Leroy C Ioas (15 February 1896, Wilmington, Illinois - 22 July 1965, Haifa, Israel) was a Hand of the Cause of the Baháʼí Faith. His parents declared themselves Baháʼís in 1898 and took Ioas to meet ʻAbdu'l-Bahá during the latter's travels in the United States in 1912. Ioas moved to San Francisco after marrying Sylvia Kuhlman and soon became active in the local Baháʼí community.

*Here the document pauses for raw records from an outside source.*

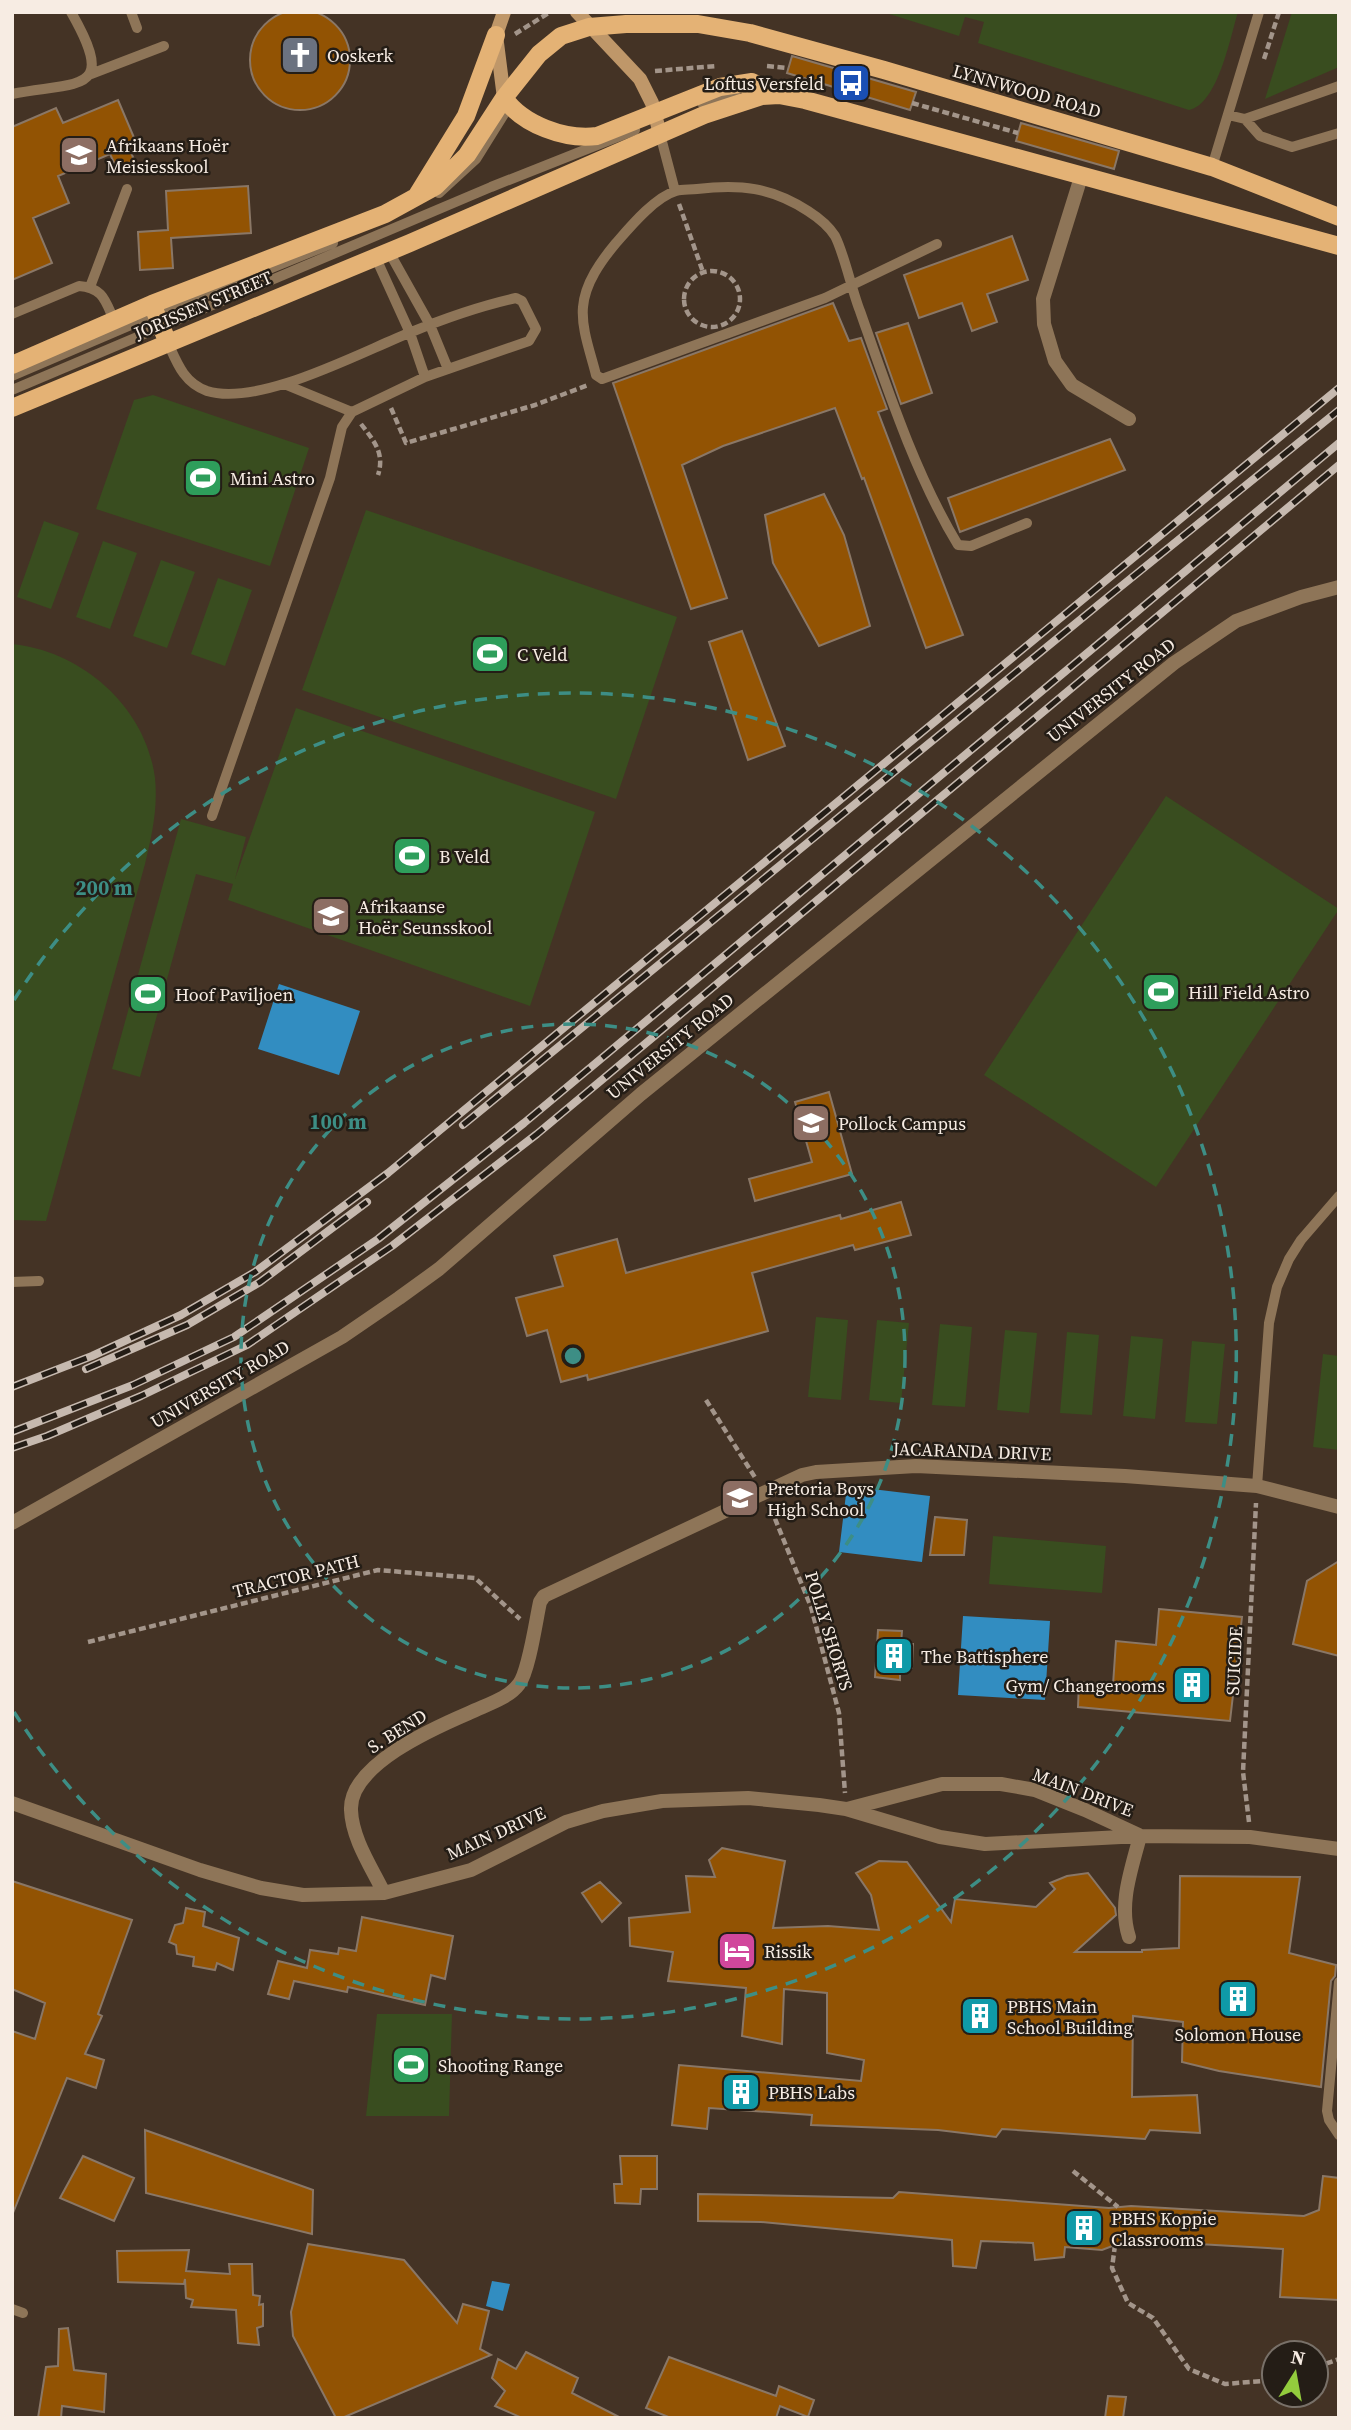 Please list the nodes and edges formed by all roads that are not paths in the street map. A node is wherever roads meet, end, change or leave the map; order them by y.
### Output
1 (71, 12) edge
2 (131, 12) edge
3 (504, 12) edge
4 (577, 12) edge
5 (1259, 12) edge
6 (697, 18) edge
7 (138, 28) dead end
8 (592, 29) junction
9 (496, 35) junction
10 (164, 46) dead end
11 (91, 74) junction
12 (761, 85) junction
13 (1339, 86) edge
14 (12, 94) edge
15 (779, 95) junction
16 (805, 100) junction
17 (506, 102) junction
18 (1228, 115) junction
19 (1245, 119) junction
20 (657, 123) junction
21 (1339, 133) edge
22 (1212, 167) junction
23 (1081, 177) junction
24 (127, 189) dead end
25 (675, 191) junction
26 (416, 197) junction
27 (1339, 217) edge
28 (392, 220) junction
29 (937, 244) dead end
30 (1339, 246) edge
31 (382, 253) junction
32 (849, 284) junction
33 (90, 287) junction
34 (12, 314) edge
35 (114, 320) junction
36 (159, 322) junction
37 (430, 325) junction
38 (410, 332) junction
39 (12, 365) edge
40 (448, 369) junction
41 (12, 376) edge
42 (425, 377) junction
43 (285, 384) junction
44 (12, 390) edge
45 (12, 408) edge
46 (352, 412) junction
47 (1129, 419) dead end
48 (1027, 523) dead end
49 (1339, 587) edge
50 (212, 816) dead end
51 (1339, 1196) edge
52 (39, 1281) dead end
53 (12, 1282) edge
54 (1257, 1486) junction
55 (1339, 1507) edge
56 (12, 1523) edge
57 (532, 1635) joint
58 (12, 1803) edge
59 (846, 1809) junction
60 (1140, 1836) junction
61 (1339, 1849) edge
62 (384, 1893) junction
63 (1129, 1937) dead end
64 (1339, 1982) edge
65 (1339, 2136) edge

1 - 11 lane
2 - 7 lane
3 - 9 street
4 - 8 street
5 - 18 lane
6 - 8 main road
6 - 22 main road, LYNNWOOD ROAD
8 - 17 main road
8 - 20 street
9 - 17 street
9 - 26 main road
10 - 11 lane
11 - 14 lane
12 - 15 main road
12 - 16 lane
12 - 20 main road
13 - 19 lane
15 - 16 main road
15 - 20 main road
16 - 23 main road
17 - 20 main road
17 - 26 main road
17 - 28 lane
18 - 19 lane
18 - 22 lane
19 - 21 lane
20 - 25 lane
20 - 28 lane
20 - 31 main road, JORISSEN STREET
22 - 27 main road, LYNNWOOD ROAD
23 - 30 main road
23 - 47 street
24 - 33 lane
25 - 32 lane
25 - 32 lane
26 - 28 main road
28 - 36 main road, JORISSEN STREET
29 - 32 lane
31 - 36 main road, JORISSEN STREET
31 - 37 lane
31 - 38 lane
32 - 48 lane
33 - 34 lane
33 - 35 lane
35 - 36 main road, JORISSEN STREET
35 - 39 main road, JORISSEN STREET
36 - 41 lane, JORISSEN STREET
36 - 43 lane
36 - 44 lane, JORISSEN STREET
36 - 45 main road, JORISSEN STREET
37 - 38 lane
37 - 40 lane
37 - 40 lane
38 - 42 lane
38 - 43 lane
40 - 42 lane
42 - 46 lane
43 - 46 lane
46 - 50 lane
49 - 56 street, UNIVERSITY ROAD
51 - 54 lane
52 - 53 lane
54 - 55 street, JACARANDA DRIVE
54 - 57 street, JACARANDA DRIVE
57 - 62 street, S. BEND
58 - 62 street, MAIN DRIVE
59 - 60 street, MAIN DRIVE
59 - 60 street, MAIN DRIVE
59 - 62 street, MAIN DRIVE
60 - 61 street, MAIN DRIVE
60 - 63 street
64 - 65 lane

== Service at the Baháʼí World Centre ==

The head of the Baháʼí Faith in the first half of the 20th century, Shoghi Effendi, appointed Ioas to the International Baháʼí Council, precursor to the Universal House of Justice, in December 1951, where he served until 1961 as secretary-general. In order to fulfill his duties, he quit his job in the railway industry, where he had worked for nearly forty years, and moved to Haifa, where he would reside until the end of his life.

He closely supervised the construction and completion of the Shrine of the Báb, for which Shoghi Effendi named the door on the octagon after him.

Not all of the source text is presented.